– Dr. Harsha K Rajasimha
The scientific program can be found here.
It will be my pleasure to welcome you to San Antonio, TX on Oct 30th 2017, for the third annual international conference on rare diseases and orphan drugs. Rare disorders affect over 350 Million people globally – which means if all people affected by one of ~7000 rare disorders are put together in a country, that would be the third most populous country in the world.
In the United States, we have over 30 Million patients suffering from these debilitating rare diseases. About 80% of the rare diseases are estimated to be genetic in origin and a half of those are early onset before 5 years of age. In 1983, US became the first country to adopt an orphan drug act (ODA) that incentivized biopharmaceutical industry to invest in research and development of orphan drugs. Some key incentives include: tax breaks on R&D expenses incurred on orphan drugs/products, seven years of market exclusivity on orphan drugs in USA even without other intellectual property (IP) protection, among other allowances.
We are in an exciting era of Precision Medicine with a growing number of orphan drugs approved and in the pipeline. Of the ~3,800 orphan drug designations issued by FDA OOPD since 1983, about 600 have resulted in marketing approval, the vast majority with orphan exclusivity. EU, Japan and several countries have adopted some form of ODA over the decades yet many countries are lagging behind – including the two most populous countries in the world – China and India.
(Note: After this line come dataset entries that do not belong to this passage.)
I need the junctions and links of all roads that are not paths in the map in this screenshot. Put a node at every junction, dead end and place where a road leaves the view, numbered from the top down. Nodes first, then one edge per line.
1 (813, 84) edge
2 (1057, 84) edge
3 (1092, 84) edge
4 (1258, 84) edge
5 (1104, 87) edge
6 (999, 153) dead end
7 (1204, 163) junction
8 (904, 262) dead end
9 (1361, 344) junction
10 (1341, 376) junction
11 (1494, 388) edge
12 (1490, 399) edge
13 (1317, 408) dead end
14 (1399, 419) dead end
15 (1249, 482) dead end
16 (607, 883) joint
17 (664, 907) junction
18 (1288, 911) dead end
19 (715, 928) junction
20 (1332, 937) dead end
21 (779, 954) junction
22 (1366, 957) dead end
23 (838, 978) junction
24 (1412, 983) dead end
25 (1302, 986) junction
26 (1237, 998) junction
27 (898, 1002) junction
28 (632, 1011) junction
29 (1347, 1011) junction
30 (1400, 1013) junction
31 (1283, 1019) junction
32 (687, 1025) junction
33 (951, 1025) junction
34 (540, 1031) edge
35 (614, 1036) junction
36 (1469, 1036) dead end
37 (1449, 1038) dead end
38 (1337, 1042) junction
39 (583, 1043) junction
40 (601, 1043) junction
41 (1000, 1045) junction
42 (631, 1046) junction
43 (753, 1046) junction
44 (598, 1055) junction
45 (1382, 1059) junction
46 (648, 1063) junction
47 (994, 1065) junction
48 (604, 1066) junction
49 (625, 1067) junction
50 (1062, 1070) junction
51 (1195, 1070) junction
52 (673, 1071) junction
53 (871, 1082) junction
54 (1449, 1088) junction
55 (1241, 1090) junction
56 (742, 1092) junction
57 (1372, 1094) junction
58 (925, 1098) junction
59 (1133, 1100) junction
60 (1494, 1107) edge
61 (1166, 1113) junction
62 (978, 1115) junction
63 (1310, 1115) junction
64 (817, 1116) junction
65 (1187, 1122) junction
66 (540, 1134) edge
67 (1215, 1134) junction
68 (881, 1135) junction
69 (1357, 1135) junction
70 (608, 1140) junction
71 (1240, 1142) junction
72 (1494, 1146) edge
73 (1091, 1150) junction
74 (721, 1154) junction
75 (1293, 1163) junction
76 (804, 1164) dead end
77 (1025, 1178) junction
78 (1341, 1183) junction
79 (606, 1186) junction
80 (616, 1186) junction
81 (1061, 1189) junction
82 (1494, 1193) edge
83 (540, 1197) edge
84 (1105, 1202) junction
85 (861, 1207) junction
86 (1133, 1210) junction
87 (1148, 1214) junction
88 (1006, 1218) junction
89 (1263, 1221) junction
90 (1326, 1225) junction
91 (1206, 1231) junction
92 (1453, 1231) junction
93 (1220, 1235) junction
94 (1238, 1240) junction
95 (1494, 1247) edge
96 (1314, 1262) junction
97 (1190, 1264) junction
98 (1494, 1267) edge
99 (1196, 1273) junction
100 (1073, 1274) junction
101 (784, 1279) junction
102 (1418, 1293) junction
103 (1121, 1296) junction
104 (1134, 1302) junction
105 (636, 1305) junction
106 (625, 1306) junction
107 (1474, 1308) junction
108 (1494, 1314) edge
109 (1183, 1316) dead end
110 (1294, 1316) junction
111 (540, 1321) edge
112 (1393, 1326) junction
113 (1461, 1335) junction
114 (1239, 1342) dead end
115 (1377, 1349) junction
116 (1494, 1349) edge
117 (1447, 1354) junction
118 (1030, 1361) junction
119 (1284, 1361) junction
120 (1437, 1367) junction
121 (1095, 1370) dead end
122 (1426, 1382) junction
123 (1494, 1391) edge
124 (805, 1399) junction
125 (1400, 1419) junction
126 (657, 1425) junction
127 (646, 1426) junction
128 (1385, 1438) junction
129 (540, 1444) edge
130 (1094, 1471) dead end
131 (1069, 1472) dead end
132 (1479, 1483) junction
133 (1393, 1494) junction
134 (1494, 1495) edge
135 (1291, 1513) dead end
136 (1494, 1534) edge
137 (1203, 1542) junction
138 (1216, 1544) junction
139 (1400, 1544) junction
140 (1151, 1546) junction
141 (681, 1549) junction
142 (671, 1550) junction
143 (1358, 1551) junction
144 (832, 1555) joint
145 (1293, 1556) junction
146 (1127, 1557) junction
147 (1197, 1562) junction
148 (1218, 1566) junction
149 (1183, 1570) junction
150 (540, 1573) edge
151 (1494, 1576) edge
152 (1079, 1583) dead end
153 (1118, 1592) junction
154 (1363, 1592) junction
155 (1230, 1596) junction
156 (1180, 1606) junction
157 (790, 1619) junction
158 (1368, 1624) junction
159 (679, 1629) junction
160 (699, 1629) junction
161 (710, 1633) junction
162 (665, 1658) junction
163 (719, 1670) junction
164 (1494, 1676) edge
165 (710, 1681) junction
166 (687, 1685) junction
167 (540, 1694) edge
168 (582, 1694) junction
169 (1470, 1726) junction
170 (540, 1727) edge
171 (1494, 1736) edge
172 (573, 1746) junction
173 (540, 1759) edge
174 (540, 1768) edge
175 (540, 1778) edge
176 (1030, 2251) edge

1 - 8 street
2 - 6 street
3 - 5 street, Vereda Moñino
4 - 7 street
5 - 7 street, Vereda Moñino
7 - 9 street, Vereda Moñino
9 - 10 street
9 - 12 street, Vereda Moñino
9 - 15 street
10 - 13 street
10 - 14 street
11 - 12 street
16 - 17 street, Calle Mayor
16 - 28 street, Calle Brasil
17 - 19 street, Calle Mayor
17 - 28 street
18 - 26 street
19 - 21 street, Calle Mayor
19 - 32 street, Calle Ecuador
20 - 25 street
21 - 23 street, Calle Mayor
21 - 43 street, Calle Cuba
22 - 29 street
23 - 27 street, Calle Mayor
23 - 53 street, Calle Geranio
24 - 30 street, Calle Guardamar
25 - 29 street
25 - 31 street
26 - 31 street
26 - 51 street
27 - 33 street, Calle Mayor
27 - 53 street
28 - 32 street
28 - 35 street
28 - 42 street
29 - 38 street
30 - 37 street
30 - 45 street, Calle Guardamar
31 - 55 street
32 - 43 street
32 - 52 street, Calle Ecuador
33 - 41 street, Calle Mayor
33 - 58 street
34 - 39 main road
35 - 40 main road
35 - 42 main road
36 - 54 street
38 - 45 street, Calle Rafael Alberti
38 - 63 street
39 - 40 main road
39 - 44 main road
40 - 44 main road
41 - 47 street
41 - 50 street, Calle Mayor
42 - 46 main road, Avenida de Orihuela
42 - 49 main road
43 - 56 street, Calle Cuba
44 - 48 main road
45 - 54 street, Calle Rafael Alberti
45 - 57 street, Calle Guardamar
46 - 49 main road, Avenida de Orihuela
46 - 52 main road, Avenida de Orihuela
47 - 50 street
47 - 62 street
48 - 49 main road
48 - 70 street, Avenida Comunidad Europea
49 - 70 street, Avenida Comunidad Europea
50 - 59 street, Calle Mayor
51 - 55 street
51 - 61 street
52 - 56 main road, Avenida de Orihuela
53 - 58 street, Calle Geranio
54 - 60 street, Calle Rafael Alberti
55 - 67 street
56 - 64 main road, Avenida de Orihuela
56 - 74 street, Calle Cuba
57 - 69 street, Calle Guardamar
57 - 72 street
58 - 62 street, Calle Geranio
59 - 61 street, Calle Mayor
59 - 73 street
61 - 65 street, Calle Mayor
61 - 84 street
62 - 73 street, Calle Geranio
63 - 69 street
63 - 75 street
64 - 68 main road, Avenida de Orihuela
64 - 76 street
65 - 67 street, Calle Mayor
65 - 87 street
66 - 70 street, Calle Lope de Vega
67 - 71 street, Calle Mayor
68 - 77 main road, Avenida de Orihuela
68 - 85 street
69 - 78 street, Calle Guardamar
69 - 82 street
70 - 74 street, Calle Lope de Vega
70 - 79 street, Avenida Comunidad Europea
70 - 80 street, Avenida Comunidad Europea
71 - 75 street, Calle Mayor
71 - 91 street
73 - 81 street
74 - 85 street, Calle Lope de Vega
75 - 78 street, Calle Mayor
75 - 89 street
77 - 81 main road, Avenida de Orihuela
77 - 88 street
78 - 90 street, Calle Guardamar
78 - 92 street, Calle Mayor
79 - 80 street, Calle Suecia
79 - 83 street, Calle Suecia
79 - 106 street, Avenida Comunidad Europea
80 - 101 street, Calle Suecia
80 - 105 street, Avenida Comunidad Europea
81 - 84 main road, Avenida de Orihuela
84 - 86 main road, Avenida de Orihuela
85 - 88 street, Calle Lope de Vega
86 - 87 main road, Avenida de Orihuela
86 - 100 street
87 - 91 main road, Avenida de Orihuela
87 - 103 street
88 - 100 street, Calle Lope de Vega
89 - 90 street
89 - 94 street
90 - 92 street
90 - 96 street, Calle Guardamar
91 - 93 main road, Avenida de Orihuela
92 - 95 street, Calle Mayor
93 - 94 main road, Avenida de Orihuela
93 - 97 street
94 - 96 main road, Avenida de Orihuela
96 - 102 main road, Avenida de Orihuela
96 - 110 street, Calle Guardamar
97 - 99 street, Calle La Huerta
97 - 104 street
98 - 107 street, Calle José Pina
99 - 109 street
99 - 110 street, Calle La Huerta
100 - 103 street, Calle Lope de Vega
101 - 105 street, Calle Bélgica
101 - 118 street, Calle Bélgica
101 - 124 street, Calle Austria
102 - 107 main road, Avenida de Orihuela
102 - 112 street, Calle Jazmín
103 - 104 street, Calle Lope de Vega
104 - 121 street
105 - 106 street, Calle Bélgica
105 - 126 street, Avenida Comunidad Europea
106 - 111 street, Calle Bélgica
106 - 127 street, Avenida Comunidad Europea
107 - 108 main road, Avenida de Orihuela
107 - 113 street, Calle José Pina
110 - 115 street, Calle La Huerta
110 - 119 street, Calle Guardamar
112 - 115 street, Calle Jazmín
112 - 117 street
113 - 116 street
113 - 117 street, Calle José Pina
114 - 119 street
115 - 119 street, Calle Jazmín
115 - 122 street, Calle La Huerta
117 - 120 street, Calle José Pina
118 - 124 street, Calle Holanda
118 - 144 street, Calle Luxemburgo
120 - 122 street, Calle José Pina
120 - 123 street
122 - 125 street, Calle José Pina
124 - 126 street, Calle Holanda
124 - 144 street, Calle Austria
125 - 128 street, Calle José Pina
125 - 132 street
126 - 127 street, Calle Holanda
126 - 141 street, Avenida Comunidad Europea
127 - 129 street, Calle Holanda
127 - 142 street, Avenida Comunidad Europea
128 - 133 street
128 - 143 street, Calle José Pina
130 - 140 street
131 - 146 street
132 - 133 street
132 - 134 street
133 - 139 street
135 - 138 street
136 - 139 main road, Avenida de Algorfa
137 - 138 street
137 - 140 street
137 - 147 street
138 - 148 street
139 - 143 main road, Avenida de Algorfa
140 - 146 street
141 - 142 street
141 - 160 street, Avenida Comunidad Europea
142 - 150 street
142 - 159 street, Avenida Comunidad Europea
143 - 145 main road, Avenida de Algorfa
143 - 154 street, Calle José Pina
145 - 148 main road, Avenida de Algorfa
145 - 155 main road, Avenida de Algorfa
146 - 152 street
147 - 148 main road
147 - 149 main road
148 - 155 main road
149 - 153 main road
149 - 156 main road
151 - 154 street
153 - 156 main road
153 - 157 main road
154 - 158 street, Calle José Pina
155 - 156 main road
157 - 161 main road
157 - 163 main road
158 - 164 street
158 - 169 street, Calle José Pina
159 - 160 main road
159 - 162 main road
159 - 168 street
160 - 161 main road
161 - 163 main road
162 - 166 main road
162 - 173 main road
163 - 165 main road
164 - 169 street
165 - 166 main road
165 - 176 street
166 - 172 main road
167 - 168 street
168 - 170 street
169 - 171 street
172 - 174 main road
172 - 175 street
Adopting a standard and consistent definition of rare disease is a critical pre-requisite milestone for a nation so that everything else can follow – including a national health policy, database of rare diseases, orphan designation, budget decisions, etc. The Organization for Rare Diseases India (ORDIndia) has played a vital catalytic role in accelerating the pace of progress by unifying all disease specific patient advocacy groups together to represent the collective voice of all stakeholders to the Government policy makers. India now has a definition: A disease is rare if it affects less than 1 in 2500 people. With the number of patients with rare diseases living in India estimated at over 70 million, getting them proper diagnosis and connecting them with global clinical studies is a big goal for #ORDIndia.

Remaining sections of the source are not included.